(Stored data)
━━━

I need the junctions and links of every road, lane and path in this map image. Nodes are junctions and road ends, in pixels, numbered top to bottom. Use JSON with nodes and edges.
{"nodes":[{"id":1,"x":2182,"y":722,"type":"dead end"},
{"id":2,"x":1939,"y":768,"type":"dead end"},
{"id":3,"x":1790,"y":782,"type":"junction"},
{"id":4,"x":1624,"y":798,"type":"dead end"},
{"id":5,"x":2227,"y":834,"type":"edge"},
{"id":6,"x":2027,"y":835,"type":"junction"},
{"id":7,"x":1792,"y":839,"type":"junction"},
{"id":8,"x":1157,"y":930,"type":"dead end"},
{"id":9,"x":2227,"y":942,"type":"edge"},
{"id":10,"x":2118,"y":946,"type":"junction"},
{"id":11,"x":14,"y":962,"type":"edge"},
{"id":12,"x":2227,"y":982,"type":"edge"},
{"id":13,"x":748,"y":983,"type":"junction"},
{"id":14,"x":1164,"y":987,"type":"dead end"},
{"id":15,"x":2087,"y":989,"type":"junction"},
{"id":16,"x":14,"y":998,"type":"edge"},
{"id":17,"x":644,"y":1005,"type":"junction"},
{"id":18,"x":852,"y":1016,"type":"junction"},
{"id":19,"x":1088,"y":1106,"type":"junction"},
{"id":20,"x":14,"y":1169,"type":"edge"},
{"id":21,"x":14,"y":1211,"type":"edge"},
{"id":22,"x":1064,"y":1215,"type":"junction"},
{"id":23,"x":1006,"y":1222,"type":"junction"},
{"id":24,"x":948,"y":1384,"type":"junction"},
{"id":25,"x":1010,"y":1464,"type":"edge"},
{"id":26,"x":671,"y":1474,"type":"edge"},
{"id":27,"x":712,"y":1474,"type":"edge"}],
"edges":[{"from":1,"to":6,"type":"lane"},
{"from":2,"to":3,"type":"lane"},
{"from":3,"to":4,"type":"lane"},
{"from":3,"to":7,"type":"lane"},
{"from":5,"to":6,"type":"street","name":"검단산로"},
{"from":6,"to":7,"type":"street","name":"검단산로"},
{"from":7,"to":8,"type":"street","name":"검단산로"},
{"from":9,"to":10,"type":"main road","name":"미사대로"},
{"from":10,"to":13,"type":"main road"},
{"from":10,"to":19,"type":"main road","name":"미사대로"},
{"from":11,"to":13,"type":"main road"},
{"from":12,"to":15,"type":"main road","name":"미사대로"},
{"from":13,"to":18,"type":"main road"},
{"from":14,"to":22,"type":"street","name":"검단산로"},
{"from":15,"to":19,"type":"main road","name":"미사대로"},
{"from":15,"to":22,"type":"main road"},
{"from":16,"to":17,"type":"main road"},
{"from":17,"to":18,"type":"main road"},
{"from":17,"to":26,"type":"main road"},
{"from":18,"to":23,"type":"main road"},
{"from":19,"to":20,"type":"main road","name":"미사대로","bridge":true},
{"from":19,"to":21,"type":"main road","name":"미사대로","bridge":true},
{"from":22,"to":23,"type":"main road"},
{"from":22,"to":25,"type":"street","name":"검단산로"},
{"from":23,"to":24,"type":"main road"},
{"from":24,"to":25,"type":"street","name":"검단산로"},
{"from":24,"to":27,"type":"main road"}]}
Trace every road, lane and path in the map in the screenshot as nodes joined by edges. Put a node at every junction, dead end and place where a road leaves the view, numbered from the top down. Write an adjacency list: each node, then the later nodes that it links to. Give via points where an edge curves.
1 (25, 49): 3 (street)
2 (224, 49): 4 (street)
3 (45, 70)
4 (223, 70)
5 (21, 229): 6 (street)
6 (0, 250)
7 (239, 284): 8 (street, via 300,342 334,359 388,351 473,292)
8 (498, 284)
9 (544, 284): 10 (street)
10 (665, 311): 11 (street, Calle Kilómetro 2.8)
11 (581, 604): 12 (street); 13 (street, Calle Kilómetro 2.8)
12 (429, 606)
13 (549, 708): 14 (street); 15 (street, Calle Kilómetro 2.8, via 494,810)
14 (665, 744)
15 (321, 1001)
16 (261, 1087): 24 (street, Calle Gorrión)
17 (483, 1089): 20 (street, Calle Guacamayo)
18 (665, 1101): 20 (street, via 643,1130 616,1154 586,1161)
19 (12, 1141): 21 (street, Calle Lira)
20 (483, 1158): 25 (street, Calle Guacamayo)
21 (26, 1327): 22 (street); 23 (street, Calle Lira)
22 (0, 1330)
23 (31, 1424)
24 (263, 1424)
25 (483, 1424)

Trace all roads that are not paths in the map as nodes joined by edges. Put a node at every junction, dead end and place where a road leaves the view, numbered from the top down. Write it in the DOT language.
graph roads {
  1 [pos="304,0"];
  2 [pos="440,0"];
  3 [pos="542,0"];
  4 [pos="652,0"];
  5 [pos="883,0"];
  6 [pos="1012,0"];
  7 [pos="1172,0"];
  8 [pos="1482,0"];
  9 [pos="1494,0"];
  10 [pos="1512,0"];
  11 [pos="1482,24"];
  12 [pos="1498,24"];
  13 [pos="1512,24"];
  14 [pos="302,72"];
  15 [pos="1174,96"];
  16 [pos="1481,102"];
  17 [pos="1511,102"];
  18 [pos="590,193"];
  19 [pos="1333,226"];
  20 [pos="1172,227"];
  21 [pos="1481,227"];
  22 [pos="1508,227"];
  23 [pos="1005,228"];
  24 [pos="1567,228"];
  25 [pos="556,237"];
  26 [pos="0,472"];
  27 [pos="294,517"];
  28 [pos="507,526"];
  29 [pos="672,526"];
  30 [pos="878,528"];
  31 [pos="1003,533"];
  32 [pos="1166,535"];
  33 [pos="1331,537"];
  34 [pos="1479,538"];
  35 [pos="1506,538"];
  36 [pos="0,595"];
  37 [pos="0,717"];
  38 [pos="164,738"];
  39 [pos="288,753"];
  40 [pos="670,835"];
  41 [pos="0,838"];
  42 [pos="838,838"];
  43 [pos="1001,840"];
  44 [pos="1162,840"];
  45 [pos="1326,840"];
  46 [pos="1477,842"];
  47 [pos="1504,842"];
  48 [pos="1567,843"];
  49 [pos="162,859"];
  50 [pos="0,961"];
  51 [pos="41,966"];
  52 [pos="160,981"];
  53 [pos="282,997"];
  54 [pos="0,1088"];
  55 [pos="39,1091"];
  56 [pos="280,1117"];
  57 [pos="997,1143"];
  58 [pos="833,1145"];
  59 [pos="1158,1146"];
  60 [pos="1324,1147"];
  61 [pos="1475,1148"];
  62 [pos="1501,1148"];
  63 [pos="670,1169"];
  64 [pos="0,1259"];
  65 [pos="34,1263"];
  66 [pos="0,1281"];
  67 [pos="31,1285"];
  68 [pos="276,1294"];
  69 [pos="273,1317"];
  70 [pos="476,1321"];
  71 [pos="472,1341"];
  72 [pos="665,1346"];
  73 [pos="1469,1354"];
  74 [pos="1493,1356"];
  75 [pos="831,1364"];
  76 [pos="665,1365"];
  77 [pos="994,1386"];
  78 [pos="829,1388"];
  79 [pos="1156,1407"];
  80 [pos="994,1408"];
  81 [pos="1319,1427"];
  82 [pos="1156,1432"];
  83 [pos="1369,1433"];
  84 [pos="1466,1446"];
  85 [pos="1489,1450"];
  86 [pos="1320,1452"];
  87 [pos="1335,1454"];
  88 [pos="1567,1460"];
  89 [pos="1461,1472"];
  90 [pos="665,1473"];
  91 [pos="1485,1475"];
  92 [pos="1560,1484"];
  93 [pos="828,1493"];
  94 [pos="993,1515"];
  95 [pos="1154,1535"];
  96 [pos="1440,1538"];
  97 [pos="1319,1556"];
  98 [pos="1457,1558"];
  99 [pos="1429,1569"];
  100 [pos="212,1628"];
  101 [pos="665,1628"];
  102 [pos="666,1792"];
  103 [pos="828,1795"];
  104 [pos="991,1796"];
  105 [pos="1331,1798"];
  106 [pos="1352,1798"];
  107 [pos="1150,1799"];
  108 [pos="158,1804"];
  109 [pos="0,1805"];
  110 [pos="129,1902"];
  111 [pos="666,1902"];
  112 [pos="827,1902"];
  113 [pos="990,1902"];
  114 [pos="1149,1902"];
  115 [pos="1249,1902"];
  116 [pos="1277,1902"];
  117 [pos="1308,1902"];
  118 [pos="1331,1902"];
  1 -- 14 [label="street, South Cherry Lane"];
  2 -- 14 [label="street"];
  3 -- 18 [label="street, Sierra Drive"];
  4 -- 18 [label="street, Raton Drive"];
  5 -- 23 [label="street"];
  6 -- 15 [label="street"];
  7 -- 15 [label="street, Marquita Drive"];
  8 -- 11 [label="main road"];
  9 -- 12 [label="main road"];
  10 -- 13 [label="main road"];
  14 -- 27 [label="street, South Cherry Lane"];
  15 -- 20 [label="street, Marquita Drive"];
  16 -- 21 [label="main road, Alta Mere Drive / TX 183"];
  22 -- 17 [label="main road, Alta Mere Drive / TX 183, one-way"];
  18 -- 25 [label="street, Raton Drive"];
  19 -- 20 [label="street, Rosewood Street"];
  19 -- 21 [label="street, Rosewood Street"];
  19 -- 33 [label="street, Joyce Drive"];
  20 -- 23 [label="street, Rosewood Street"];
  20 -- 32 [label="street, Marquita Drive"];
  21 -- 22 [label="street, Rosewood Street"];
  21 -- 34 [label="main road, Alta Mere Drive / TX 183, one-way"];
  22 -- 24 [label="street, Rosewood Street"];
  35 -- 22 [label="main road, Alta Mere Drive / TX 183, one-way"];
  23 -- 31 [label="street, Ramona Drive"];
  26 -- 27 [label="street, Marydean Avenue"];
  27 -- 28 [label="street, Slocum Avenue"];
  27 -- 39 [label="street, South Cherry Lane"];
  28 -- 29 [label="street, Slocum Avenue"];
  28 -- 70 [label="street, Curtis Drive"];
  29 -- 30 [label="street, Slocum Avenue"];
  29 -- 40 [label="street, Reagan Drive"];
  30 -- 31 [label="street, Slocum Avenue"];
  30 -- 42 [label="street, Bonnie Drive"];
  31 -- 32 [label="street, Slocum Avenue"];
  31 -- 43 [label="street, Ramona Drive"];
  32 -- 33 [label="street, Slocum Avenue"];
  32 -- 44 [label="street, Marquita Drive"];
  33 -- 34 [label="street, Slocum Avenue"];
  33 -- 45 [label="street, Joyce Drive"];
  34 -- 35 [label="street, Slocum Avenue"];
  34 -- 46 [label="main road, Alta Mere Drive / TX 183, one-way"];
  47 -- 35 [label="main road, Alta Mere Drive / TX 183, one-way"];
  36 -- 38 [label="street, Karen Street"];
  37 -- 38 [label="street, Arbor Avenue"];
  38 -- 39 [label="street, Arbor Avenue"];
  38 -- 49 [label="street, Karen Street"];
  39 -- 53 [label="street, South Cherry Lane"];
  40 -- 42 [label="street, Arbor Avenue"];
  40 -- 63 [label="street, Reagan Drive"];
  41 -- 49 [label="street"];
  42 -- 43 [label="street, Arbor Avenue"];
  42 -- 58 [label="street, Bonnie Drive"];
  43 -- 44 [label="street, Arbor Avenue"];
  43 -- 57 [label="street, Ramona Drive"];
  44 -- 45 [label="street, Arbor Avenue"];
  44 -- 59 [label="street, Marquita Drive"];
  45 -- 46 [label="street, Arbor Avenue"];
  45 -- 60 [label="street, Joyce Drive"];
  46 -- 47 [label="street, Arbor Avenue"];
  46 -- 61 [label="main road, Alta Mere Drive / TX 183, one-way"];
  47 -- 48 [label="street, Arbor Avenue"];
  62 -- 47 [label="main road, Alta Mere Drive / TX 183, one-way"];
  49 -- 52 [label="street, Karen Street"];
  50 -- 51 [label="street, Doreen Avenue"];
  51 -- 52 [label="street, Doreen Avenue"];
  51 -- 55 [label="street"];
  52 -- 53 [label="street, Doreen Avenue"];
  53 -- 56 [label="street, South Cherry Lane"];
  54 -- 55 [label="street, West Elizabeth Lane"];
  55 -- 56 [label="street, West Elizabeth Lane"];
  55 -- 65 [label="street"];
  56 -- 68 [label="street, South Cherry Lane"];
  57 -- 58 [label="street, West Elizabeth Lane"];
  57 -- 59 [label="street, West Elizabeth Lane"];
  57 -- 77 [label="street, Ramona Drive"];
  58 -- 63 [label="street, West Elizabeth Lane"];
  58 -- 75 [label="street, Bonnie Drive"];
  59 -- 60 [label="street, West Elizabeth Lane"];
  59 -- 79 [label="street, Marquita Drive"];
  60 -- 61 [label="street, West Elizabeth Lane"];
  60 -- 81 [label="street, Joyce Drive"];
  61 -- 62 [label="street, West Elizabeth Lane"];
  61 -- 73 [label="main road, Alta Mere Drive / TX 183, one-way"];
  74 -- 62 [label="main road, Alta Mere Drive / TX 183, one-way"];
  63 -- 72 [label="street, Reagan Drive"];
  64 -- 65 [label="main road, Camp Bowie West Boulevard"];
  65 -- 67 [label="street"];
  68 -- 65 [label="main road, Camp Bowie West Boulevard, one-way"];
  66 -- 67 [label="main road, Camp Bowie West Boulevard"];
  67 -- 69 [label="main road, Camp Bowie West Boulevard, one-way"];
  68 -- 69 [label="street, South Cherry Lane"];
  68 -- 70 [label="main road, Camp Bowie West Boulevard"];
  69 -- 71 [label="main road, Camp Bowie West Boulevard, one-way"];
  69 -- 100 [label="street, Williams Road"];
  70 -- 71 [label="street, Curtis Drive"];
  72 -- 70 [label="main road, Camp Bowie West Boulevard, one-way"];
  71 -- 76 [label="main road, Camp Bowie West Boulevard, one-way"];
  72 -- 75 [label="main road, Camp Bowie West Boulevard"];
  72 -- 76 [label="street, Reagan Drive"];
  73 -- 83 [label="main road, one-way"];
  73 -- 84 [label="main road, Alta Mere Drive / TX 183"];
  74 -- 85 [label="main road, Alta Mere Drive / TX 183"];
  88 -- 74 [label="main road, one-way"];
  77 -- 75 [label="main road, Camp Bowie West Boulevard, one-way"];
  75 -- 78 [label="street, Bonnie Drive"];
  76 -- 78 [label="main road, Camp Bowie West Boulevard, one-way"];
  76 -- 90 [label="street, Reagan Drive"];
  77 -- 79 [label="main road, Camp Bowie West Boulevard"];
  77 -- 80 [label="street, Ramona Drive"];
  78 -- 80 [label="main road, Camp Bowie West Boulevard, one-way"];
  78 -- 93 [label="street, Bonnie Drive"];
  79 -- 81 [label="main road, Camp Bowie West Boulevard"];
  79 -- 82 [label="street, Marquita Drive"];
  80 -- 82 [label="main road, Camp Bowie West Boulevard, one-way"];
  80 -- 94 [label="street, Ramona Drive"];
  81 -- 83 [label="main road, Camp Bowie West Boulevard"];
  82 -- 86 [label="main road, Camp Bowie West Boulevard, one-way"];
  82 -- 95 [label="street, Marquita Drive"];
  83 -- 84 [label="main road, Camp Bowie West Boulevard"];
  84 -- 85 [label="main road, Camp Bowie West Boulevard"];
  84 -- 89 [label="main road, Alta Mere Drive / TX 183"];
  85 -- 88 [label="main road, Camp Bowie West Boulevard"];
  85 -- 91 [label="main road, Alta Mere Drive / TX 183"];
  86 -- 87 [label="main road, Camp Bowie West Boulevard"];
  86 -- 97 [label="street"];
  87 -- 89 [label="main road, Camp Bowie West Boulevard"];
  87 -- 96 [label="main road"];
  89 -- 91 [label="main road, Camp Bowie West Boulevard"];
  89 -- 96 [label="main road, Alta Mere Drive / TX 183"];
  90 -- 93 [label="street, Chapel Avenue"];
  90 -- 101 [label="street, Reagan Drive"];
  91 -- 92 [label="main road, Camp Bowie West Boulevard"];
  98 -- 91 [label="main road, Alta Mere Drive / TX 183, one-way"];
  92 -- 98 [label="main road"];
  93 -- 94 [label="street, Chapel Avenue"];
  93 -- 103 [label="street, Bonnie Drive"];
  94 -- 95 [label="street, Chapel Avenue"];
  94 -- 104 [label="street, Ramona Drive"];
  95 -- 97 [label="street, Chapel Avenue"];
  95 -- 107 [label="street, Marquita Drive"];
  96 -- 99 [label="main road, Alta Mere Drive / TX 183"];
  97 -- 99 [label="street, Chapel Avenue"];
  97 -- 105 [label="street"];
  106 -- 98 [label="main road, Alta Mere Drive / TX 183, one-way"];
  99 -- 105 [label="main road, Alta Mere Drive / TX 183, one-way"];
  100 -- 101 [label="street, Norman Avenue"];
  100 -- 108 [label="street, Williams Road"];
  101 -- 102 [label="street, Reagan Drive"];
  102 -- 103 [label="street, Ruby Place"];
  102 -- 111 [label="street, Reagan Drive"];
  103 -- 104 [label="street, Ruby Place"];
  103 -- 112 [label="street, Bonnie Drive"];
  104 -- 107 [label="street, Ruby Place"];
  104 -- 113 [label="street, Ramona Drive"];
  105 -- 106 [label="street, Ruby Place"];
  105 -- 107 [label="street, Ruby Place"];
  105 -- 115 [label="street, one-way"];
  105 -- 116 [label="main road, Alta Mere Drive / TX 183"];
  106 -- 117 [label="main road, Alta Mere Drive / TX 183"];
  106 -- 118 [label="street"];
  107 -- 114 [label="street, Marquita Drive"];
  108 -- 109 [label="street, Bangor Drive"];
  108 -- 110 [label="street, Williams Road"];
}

━━━

- PROBLEM STATEMENT: Which lines in the records above contain the word "Slocum"? Return each of them.

- REPLY:
  27 -- 28 [label="street, Slocum Avenue"];
  28 -- 29 [label="street, Slocum Avenue"];
  29 -- 30 [label="street, Slocum Avenue"];
  30 -- 31 [label="street, Slocum Avenue"];
  31 -- 32 [label="street, Slocum Avenue"];
  32 -- 33 [label="street, Slocum Avenue"];
  33 -- 34 [label="street, Slocum Avenue"];
  34 -- 35 [label="street, Slocum Avenue"];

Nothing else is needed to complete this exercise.